Thyrotropin-releasing hormone gene expression in the hypothalamic paraventricular nucleus is dependent upon feedback regulation by both triiodothyronine and thyroxine.

The biosynthesis of TRH in hypophysiotropic neurons of the paraventricular nucleus (PVN) is inversely regulated by feedback effects of circulating levels of thyroid hormones. As the PVN contains little or no deiodinase activity, the enzyme necessary to convert T4 to biologically active T3, we determined whether feedback inhibition of pro-TRH mRNA in thyroid hormone-sensitive neurons of the PVN is mediated exclusively by circulating levels of T3. The concentration of pro-TRH mRNA in the PVN of hypothyroid male rats receiving constant infusions of T3 over 7 days from ip implanted osmotic minipumps was studied by in situ hybridization histochemistry using computerized image analysis.
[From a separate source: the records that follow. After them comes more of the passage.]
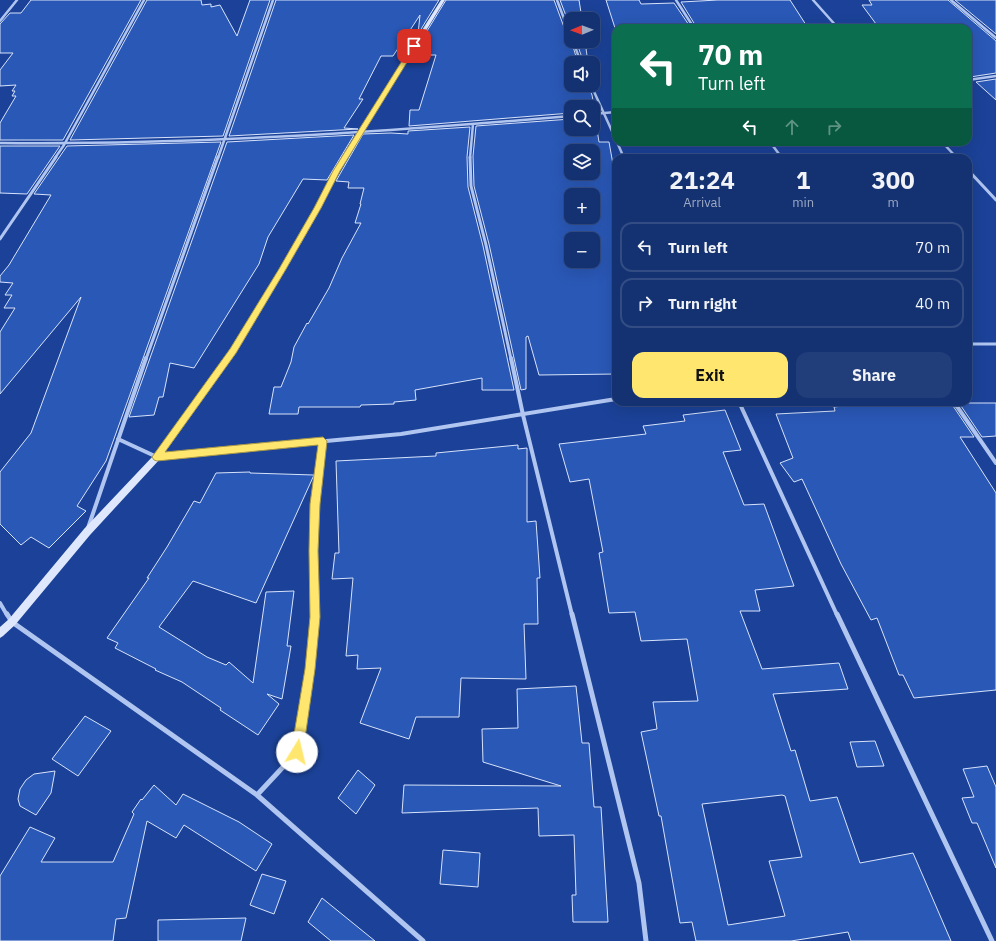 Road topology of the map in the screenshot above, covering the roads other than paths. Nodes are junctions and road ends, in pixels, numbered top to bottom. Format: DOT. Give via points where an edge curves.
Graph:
graph roads {
  1 [pos="17,0"];
  2 [pos="144,0"];
  3 [pos="273,0"];
  4 [pos="443,0"];
  5 [pos="557,0"];
  6 [pos="676,0"];
  7 [pos="813,0"];
  8 [pos="952,0"];
  9 [pos="564,18"];
  10 [pos="0,21"];
  11 [pos="691,24"];
  12 [pos="834,24"];
  13 [pos="996,38"];
  14 [pos="996,76"];
  15 [pos="972,79"];
  16 [pos="594,92"];
  17 [pos="612,112"];
  18 [pos="600,113"];
  19 [pos="604,113"];
  20 [pos="564,117"];
  21 [pos="474,124"];
  22 [pos="612,132"];
  23 [pos="359,134"];
  24 [pos="223,142"];
  25 [pos="0,144"];
  26 [pos="64,145"];
  27 [pos="946,146"];
  28 [pos="953,154"];
  29 [pos="972,174"];
  30 [pos="996,200"];
  31 [pos="0,238"];
  32 [pos="972,344"];
  33 [pos="996,344"];
  34 [pos="612,400"];
  35 [pos="741,406"];
  36 [pos="957,406"];
  37 [pos="523,415"];
  38 [pos="118,439"];
  39 [pos="323,441"];
  40 [pos="157,457"];
  41 [pos="996,463"];
  42 [pos="87,532"];
  43 [pos="0,603"];
  44 [pos="12,622"];
  45 [pos="0,633"];
  46 [pos="257,795"];
  47 [pos="423,941"];
  48 [pos="646,941"];
  49 [pos="992,941"];
  1 -- 10 [label="street"];
  2 -- 26 [label="street"];
  3 -- 24 [label="street"];
  4 -- 23 [label="street"];
  5 -- 9 [label="street"];
  6 -- 11 [label="street"];
  7 -- 12 [label="street"];
  8 -- 13 [label="street"];
  14 -- 15 [label="street"];
  16 -- 19 [label="street"];
  17 -- 19 [label="street"];
  18 -- 19 [label="street"];
  19 -- 22 [label="street"];
  20 -- 21 [label="street"];
  21 -- 23 [label="street"];
  21 -- 37 [label="street" via="470,160 471,186"];
  23 -- 24 [label="street"];
  23 -- 40 [label="street" via="283,269 233,351"];
  24 -- 26 [label="street"];
  24 -- 38 [label="street"];
  25 -- 26 [label="street"];
  26 -- 31 [label="street"];
  27 -- 28 [label="street"];
  29 -- 30 [label="street"];
  32 -- 33 [label="street"];
  34 -- 37 [label="street"];
  35 -- 49 [label="street" via="837,616"];
  36 -- 41 [label="street"];
  37 -- 39 [label="street" via="401,434"];
  37 -- 48 [label="street" via="639,884"];
  38 -- 40 [label="street"];
  38 -- 42 [label="street"];
  39 -- 40 [label="street"];
  39 -- 46 [label="street" via="315,504 315,617 297,752"];
  40 -- 42 [label="street"];
  42 -- 44 [label="street"];
  43 -- 44 [label="street"];
  44 -- 45 [label="street"];
  44 -- 46 [label="street"];
  46 -- 47 [label="street"];
}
Pro-TRH mRNA could not be suppressed to euthyroid levels by an infusion of T3 that returned plasma T3 levels to normal and required the infusion of higher concentrations of T3 that elevated plasma T3 into the supranormal range. By regression analysis, the mean concentration of plasma T3 required to suppress pro-TRH mRNA to euthyroid levels was estimated to be 110.3 ng/dl, similar to the amount of T3 estimated to be necessary to suppress TSH secretion from the anterior pituitary (108.7 ng/dl). We conclude that both T3 and T4 contribute to feedback inhibition of TRH biosynthesis in hypophysiotropic neurons of the PVN and propose that the effects of T4 on the PVN could be mediated after its monodeiodination at a different locus within the brain.